利用CRISPR-Cas9技術可簡單、高效的對基因組實現精確編輯，這堪稱是生物學研究中的一場技術革命。CRISPR-Cas9切割DNA產生雙鏈斷裂，通常會激活真核細胞內的修復機制，比如非同源末端連接（non-homologous end joining, NHEJ）和同源重組修復（homology-directed repair, HDR），如下圖。

目前，在大多數生物上均可通過CRISPR-Cas9介導的NHEJ實現高效的基因敲除（knock out）。HDR可將外源DNA精確插入到基因組上：敲入（knock in），實現點突變、篩選標記、熒光標簽、甚至重寫基因組等復雜應用，達到真正的基因編輯。但是由于重組效率低，實現外源遺傳信息的「無縫插入」仍是一項挑戰。

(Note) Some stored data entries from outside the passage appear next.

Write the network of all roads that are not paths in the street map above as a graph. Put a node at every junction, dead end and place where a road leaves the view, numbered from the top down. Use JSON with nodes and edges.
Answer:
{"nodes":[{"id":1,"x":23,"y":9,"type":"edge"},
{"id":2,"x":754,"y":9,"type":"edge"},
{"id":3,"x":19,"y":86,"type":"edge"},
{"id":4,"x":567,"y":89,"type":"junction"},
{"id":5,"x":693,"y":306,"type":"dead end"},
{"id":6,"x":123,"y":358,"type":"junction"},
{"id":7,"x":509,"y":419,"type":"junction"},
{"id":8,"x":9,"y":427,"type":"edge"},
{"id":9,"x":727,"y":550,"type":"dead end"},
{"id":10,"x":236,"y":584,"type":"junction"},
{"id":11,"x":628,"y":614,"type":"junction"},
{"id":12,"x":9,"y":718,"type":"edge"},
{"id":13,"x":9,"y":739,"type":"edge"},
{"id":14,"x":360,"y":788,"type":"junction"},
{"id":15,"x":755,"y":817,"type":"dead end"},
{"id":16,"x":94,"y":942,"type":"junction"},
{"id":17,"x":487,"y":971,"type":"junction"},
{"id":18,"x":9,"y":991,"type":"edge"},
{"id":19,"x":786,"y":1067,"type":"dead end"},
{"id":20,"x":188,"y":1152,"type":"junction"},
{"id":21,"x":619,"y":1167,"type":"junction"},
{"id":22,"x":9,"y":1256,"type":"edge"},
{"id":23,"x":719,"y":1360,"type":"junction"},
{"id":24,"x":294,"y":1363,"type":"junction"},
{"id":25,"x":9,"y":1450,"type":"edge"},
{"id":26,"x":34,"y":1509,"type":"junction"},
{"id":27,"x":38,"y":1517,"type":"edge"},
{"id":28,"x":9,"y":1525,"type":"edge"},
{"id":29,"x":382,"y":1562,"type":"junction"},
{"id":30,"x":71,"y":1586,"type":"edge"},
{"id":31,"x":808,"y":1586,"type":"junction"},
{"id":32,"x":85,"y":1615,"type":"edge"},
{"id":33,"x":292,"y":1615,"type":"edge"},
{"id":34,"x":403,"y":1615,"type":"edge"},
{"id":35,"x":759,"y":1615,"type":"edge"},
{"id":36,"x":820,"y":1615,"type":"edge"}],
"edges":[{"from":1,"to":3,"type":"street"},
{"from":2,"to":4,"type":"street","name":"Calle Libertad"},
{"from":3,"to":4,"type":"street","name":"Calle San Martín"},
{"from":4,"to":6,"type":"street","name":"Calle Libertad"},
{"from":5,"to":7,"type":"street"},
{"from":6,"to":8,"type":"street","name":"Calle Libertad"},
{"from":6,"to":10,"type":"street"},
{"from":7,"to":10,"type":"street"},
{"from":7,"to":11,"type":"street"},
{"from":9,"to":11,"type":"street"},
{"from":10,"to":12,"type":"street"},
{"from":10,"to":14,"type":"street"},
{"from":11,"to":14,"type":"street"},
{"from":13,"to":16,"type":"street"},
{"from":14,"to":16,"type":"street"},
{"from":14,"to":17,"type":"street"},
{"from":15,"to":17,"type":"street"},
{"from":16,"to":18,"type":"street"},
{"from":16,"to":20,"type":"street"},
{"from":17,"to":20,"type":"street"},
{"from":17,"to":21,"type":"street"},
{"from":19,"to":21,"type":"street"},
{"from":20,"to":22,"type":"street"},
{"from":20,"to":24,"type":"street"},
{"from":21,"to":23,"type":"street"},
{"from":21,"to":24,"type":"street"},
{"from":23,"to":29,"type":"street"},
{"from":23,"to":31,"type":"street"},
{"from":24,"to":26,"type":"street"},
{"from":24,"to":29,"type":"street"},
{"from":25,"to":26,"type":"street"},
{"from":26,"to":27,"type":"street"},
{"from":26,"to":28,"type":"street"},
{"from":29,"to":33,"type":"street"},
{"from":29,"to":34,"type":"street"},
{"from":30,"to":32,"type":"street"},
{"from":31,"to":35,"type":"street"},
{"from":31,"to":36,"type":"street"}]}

由于整合供體DNA的HDR發生概率明顯低于無模板連接的 NHEJ，優化 HDR 的實驗條件則顯得至關重要。不同類型細胞的HDR率有明顯差異。已有文獻和IDT內部測試表明，同一物種的轉化細胞HDR率明顯低于永生細胞系。PAM位點的選擇、供體DNA的類型、供體DNA濃度等因素也會影響HDR率。而上述因素則是不同細胞系產生巨大HDR率差異的原因。